### [Problem details]
Look through the data below, and copy each line that carries the word "Jordan".

Data records:
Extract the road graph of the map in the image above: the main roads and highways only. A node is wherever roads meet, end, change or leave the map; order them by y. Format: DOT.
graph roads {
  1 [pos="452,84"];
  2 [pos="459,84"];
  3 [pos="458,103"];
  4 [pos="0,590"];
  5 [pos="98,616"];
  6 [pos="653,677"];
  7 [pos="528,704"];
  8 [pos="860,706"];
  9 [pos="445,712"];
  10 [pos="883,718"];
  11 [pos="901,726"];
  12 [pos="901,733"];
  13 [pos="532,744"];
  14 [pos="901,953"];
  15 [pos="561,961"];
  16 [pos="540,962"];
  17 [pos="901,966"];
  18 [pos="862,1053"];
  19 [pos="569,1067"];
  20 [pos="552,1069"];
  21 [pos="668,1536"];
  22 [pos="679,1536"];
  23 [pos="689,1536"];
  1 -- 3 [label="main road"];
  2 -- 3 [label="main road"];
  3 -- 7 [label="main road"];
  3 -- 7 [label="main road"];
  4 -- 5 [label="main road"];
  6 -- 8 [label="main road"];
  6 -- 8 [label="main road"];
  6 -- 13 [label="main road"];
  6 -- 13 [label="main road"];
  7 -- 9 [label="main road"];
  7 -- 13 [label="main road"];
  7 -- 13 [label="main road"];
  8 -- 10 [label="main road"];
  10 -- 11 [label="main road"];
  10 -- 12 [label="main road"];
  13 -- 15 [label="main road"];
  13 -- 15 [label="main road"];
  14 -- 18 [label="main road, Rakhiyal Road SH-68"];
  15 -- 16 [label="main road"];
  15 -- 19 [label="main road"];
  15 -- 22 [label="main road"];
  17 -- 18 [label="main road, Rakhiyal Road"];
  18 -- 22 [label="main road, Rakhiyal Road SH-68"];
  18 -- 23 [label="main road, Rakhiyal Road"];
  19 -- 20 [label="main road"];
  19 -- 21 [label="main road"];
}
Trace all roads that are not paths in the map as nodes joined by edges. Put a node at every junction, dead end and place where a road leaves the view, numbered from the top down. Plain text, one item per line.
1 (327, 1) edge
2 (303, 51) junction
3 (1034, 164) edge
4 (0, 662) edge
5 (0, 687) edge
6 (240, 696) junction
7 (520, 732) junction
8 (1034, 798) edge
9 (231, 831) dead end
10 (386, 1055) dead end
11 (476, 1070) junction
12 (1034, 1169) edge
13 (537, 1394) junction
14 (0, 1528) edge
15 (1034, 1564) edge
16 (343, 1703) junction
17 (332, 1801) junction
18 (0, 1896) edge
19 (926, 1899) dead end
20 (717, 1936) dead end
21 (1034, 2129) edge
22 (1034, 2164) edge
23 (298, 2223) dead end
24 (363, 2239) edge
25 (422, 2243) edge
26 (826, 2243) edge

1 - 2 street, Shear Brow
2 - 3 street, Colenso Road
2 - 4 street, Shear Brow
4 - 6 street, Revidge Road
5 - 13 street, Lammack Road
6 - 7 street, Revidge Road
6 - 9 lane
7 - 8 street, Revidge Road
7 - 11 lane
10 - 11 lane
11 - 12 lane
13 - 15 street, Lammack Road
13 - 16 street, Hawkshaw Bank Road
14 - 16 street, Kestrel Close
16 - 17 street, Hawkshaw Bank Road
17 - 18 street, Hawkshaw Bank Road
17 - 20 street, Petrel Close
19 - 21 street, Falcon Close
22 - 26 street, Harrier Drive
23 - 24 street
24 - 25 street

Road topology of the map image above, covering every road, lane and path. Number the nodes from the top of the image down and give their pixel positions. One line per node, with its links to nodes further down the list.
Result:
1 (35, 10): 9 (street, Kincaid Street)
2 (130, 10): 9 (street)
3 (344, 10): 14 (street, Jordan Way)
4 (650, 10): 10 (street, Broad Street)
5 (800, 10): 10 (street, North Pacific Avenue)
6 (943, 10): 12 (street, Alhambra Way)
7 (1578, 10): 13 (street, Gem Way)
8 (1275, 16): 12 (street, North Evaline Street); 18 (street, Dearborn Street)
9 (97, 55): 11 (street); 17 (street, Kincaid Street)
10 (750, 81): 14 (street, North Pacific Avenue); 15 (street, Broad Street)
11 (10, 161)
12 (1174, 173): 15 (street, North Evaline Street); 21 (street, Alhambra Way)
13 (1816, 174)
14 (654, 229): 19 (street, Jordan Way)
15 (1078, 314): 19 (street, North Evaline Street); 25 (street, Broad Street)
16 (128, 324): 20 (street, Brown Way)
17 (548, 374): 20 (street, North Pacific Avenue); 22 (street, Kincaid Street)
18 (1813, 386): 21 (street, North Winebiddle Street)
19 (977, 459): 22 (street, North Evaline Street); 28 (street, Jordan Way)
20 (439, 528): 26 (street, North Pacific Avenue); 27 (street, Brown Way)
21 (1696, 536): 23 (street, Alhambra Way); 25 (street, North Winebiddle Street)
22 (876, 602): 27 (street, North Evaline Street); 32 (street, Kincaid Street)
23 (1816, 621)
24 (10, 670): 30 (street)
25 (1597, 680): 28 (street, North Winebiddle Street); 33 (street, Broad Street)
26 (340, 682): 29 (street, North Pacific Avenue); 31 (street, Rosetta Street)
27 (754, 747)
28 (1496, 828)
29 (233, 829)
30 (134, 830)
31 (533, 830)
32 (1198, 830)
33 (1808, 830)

### [Solved exercise]
3 (344, 10): 14 (street, Jordan Way)
14 (654, 229): 19 (street, Jordan Way)
19 (977, 459): 22 (street, North Evaline Street); 28 (street, Jordan Way)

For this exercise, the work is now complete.